The former Indian Premier League commissioner Lalit Modi was the main casualty when the country's cricket board announced five new vice-presidents on Wednesday leaving him without any involvement in Indian cricket.
Modi, who polarised opinion with his management style, was dropped by the Board of Control for Cricket in India which suspended him from the IPL in April saying he had "brought a bad name to the administration of cricket".
The BCCI also gave Chirayu Amin, who was put in interim charge of the IPL after Modi's suspension, a one-year term at the helm of the governing council of the Twenty20 league. In a statement, the cricket board also named the union minister Farooq Abdullah as the new chairman of the BCCI marketing committee, which Modi had headed.
"Modi is not part of the BCCI any more. He cannot say he's suspended IPL chairman," the BCCI president, Shashank Manohar, was quoted as saying by the Press Trust of India news agency after the cricket board's annual general meeting in Mumbai.
Under Modi, the IPL helped revolutionise cricket with its short, television-friendly format combined with lucrative advertising and cheerleaders, though it upset many traditionalists.
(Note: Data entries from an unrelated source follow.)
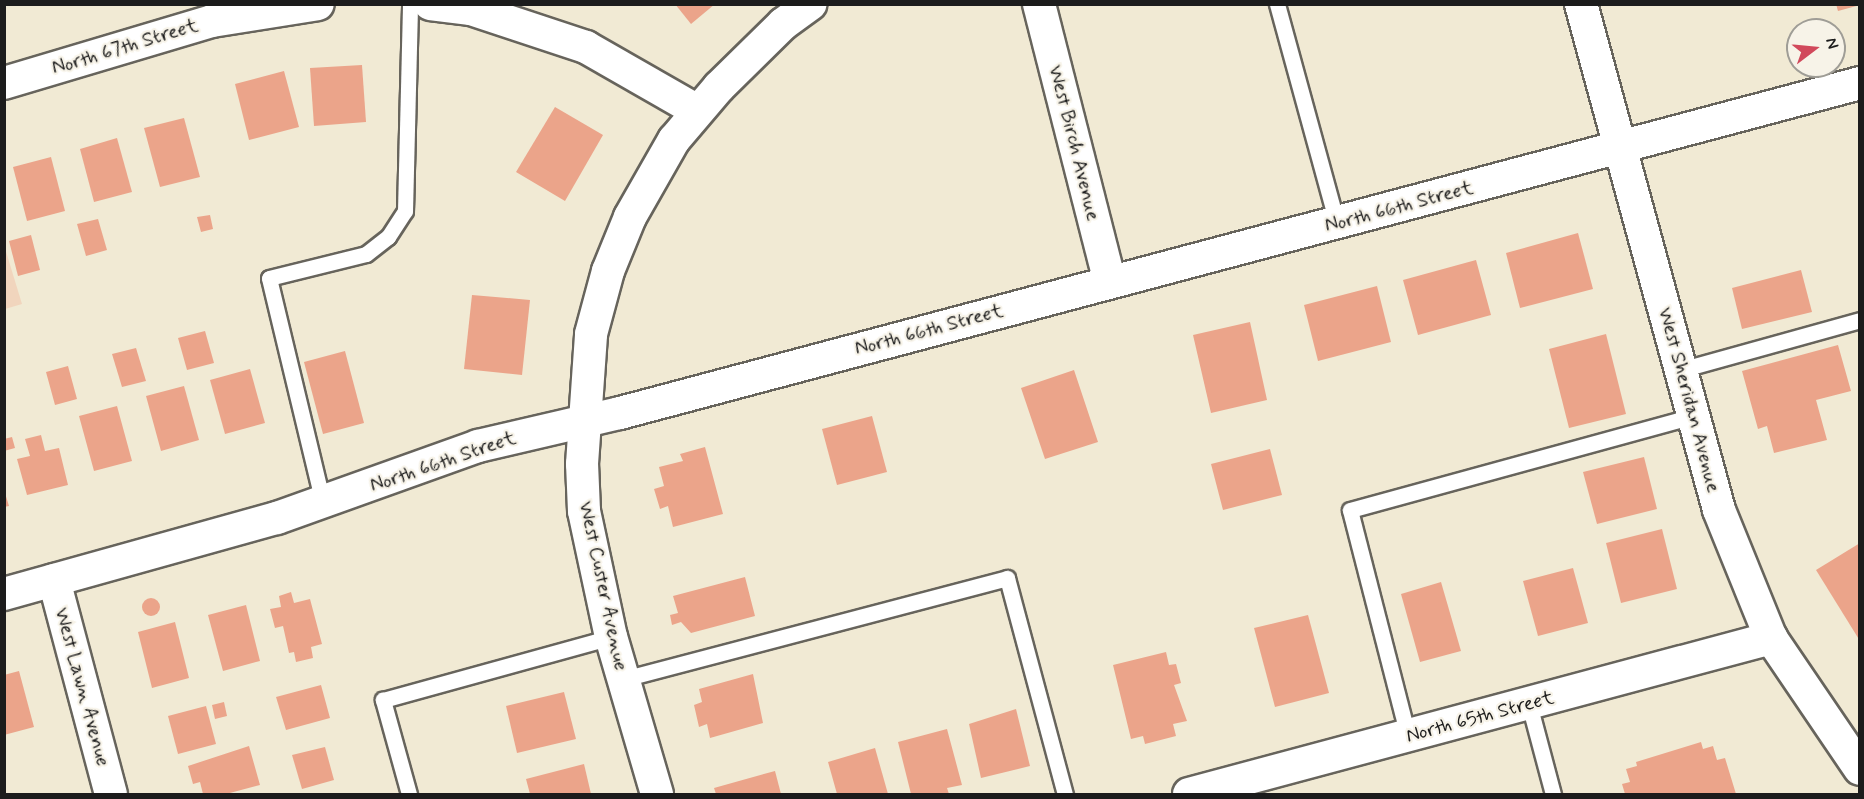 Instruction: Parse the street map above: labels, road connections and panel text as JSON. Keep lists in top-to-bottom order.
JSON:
{
  "streets": {
    "street": [
      "North 67th Street",
      "West Birch Avenue",
      "North 66th Street",
      "West Sheridan Avenue",
      "West Custer Avenue",
      "West Lawn Avenue",
      "North 65th Street"
    ]
  },
  "crossings": [
    ["West Birch Avenue", "North 66th Street"],
    ["North 66th Street", "West Sheridan Avenue"],
    ["North 66th Street", "West Custer Avenue"],
    ["North 66th Street", "West Lawn Avenue"],
    ["West Sheridan Avenue", "North 65th Street"]
  ],
  "north": "right"
} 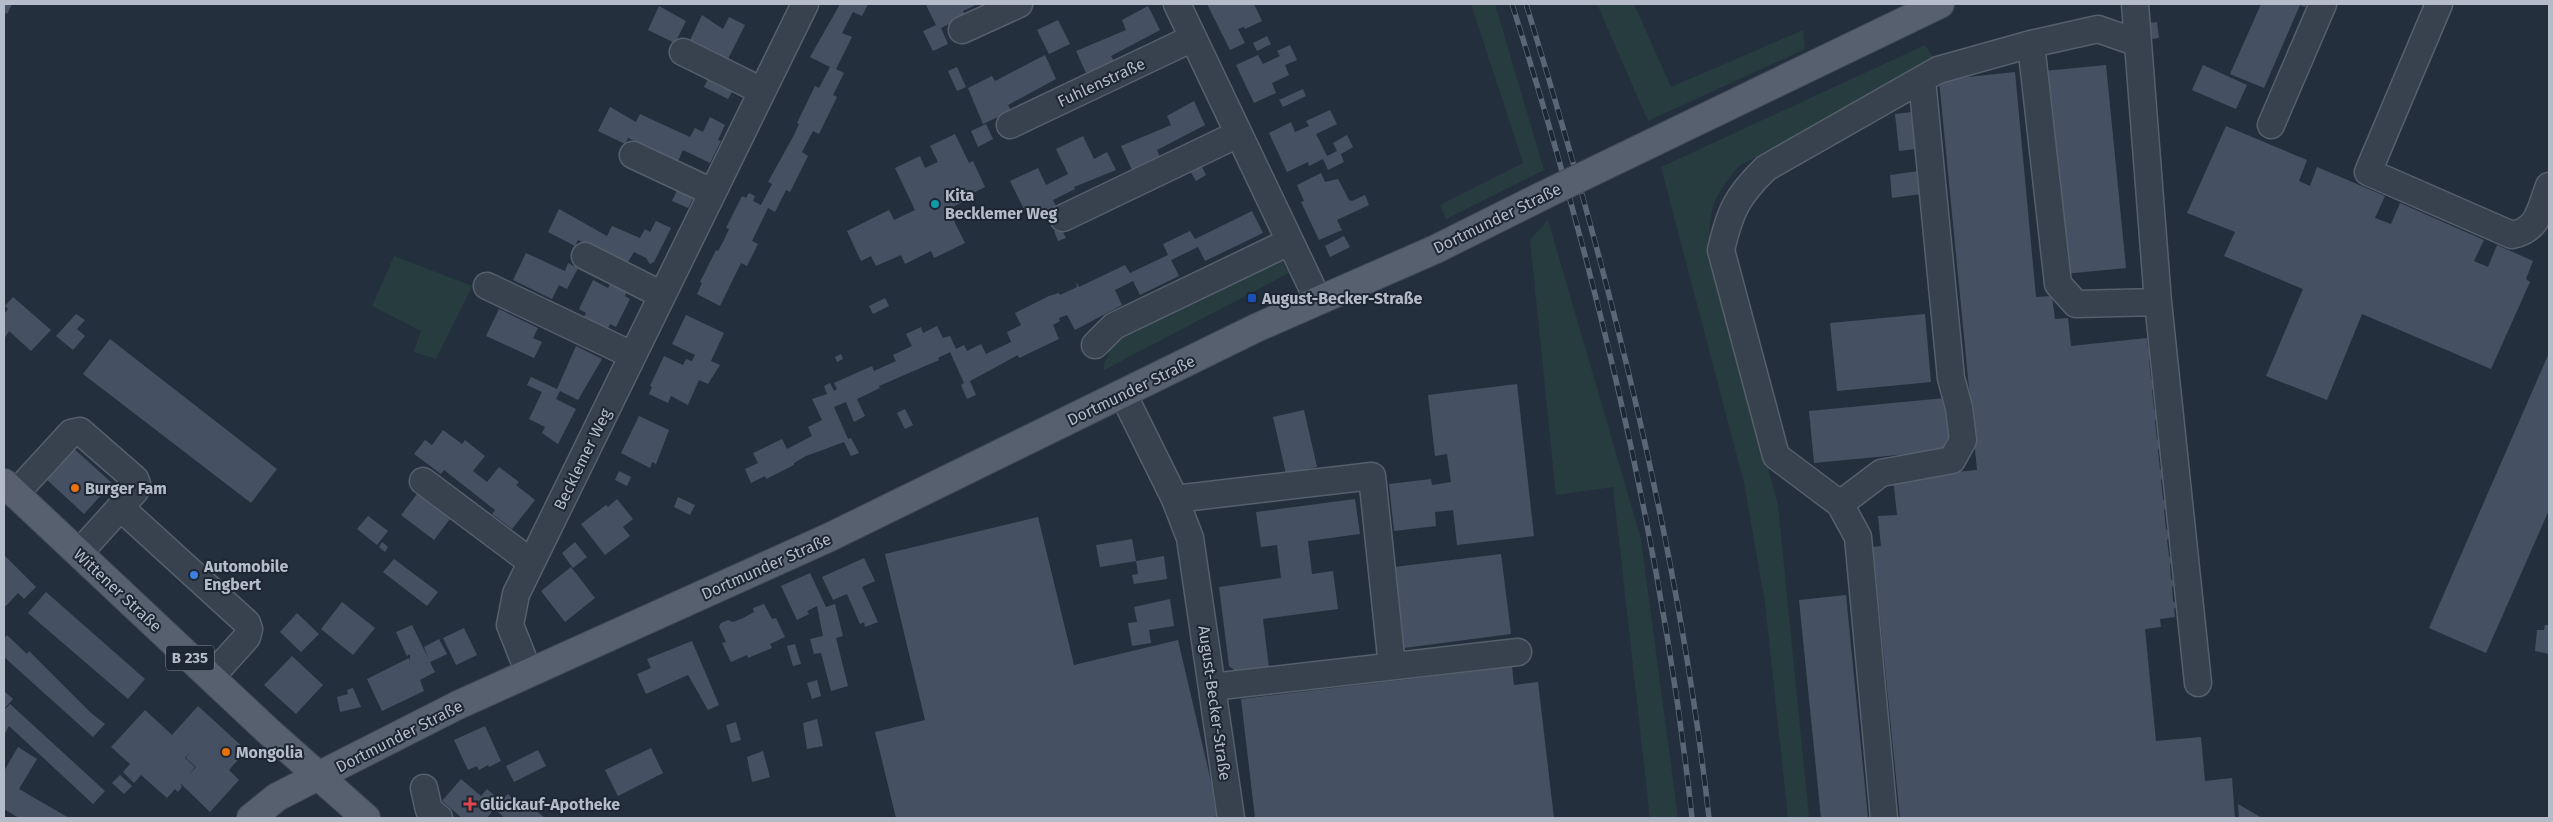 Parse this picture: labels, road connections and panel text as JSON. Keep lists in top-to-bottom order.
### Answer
{
  "streets": {
    "main road": ["Dortmunder Straße", "Wittener Straße", "B 235"],
    "street": ["Fuhlenstraße", "Becklemer Weg", "August-Becker-Straße"]
  },
  "crossings": [
    ["Dortmunder Straße", "Becklemer Weg"],
    ["Dortmunder Straße", "Wittener Straße"],
    ["Dortmunder Straße", "August-Becker-Straße"]
  ],
  "places": {
    "other": [
      "Kita Becklemer Weg",
      "Burger Fam",
      "Automobile Engbert",
      "Mongolia"
    ],
    "transit": ["August-Becker-Straße"],
    "health": ["Glückauf-Apotheke"]
  }
}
Meanwhile, the BCCI said the former India captain Anil Kumble will succeed Ravi Shastri, an IPL governing council member, as the new chairman of the National Cricket Academy. The BCCI secretary, Narayanaswami Srinivasan, will take over from Shashank Manohar as the next board president. The board also unveiled Hyderabad as a Test venue, deciding that it will host the second Test against New Zealand in November.